Explosive report claims France is targeting Jews for tax evasion, but there’s a catch
The exclusive report, published December 28, alleges that authorities at Bercy Street, France's Ministry of Finance, established a specialist, Hebrew-speaking "secret department" on the 13th floor to handle tax evasion by French Jews through property deals in Israel. The paper also claims that department is due to hire an additional five members of staff to help tackle the alleged rampant tax evasion.
The report cites multiple unnamed sources, insiders, and experts to legitimize claims of institutionalized anti-Semitism in a country which is world famous as a constitutionally defined secular republic.
The “secret department” allegedly examines Land Registry deals in Israel in cities such as Tel Aviv, Herzliya, Ra'anana, Netanya, and Jerusalem for anomalies that correlate with foreign passport information. The crack team of Israeli tax law veterans also reportedly targets French Jews who are in the process of emigrating to Israel.
"It is very, very irregular to hire 20 Hebrew-speaking employees, or any other language, in a foreign tax authority. Most tax authorities have one or two Hebrew-speakers,” an anonymous “international lawyer specializing in taxation who is familiar with the secret department” told Globes.
“Every tax authority has employees that speak a foreign language, but hiring 20 or more Hebrew-speaking investigators is very irregular.”
A 2008 Israeli law does offer new and returning immigrants a 10-year exemption from taxes and reporting on income generated abroad, but to suggest that French authorities are targeting people on the basis of ethnicity or religion alone is an allegation which the government has denied in the most vehement and unequivocal of terms.
"In the framework of the campaign against tax evasion, the authorities in France conduct investigations concerning individual cases, in accordance with the international agreements. The authorities in France deny the existence of a special department. It is extremely important to state that the things that were written are false.”
#communiqué#fakenews La Direction générale des Finances publique dément fermement et catégoriquement ces fausses affirmations dénuées de tout fondement publiées par @GlobesEnglishpic.twitter.com/WgbtVdvTqL— FinancesPubliquesFr (@dgfip_officiel) December 29, 2017
"Taxes in France are calculated according to risk considerations. There is therefore no connection whatsoever to the national affiliation or ethnic origin of taxpayers. Next year, automatic exchanges of information are scheduled between OECD member countries," the French Embassy in Israel said in a statement, as cited by Globes.
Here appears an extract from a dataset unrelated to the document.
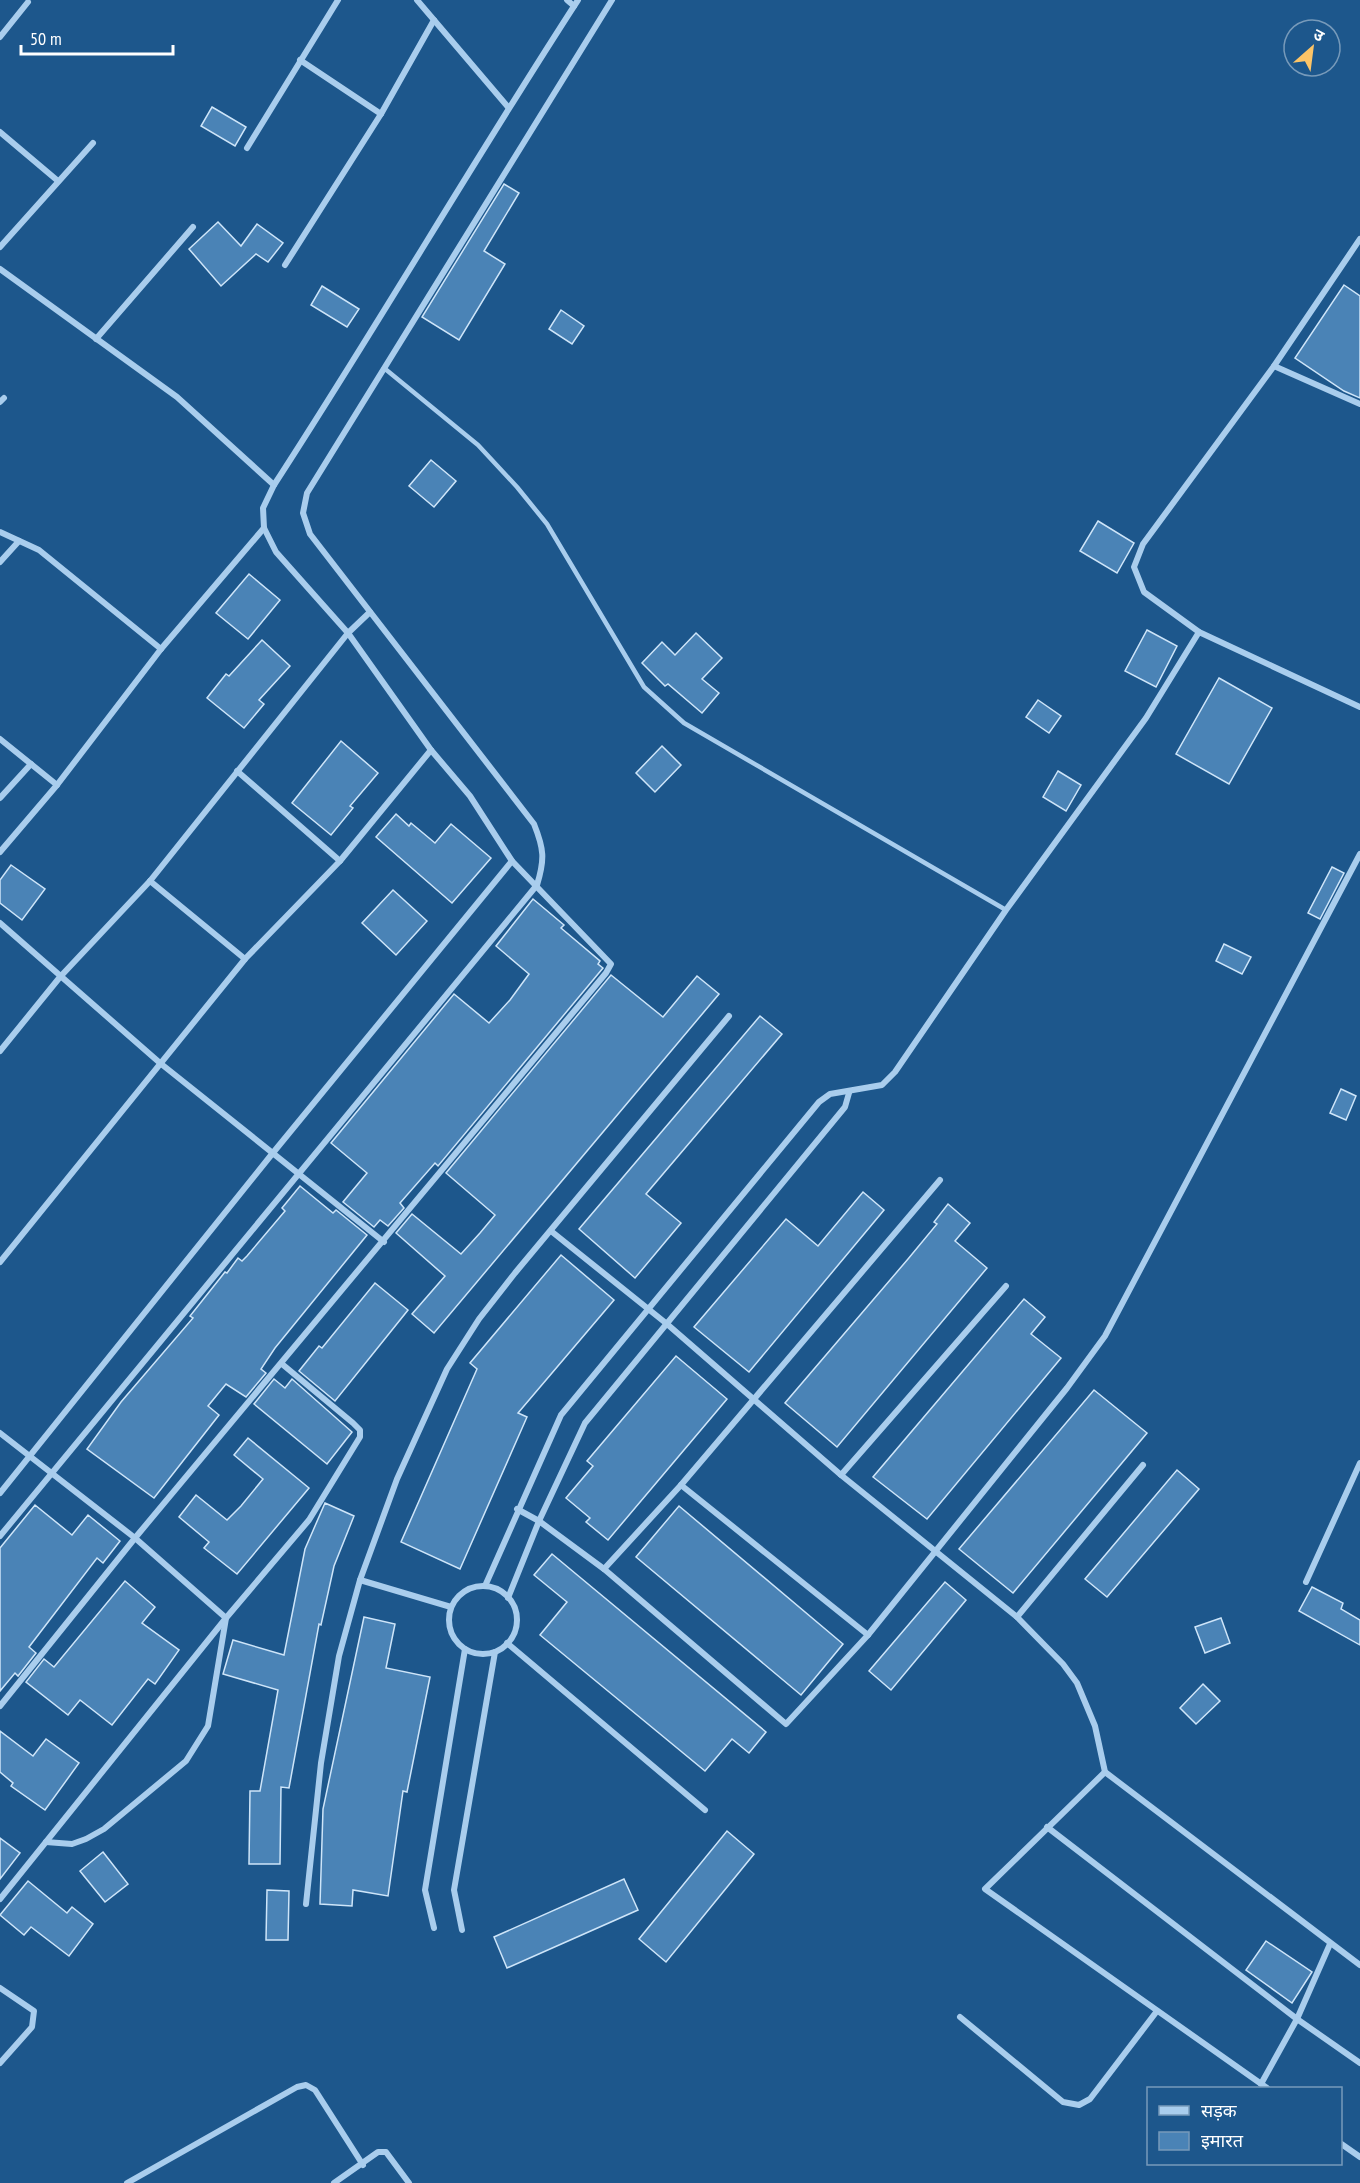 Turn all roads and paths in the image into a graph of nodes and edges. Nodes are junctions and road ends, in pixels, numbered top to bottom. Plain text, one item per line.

In addition, while there have been multiple investigations into alleged money laundering schemes in Israel via the real estate market, and figures from the Israel Ministry of Immigration and Absorption show a major spike in emigration from France to Israel, in the first half of 2017, there is one major flaw in the investigation that the French Finance Ministry was quick to point out.
“The building has only nine floors and therefore cannot contain the alleged specialist department on the 13th floor,” the finance ministry said in an online statement, with just a hint of irony.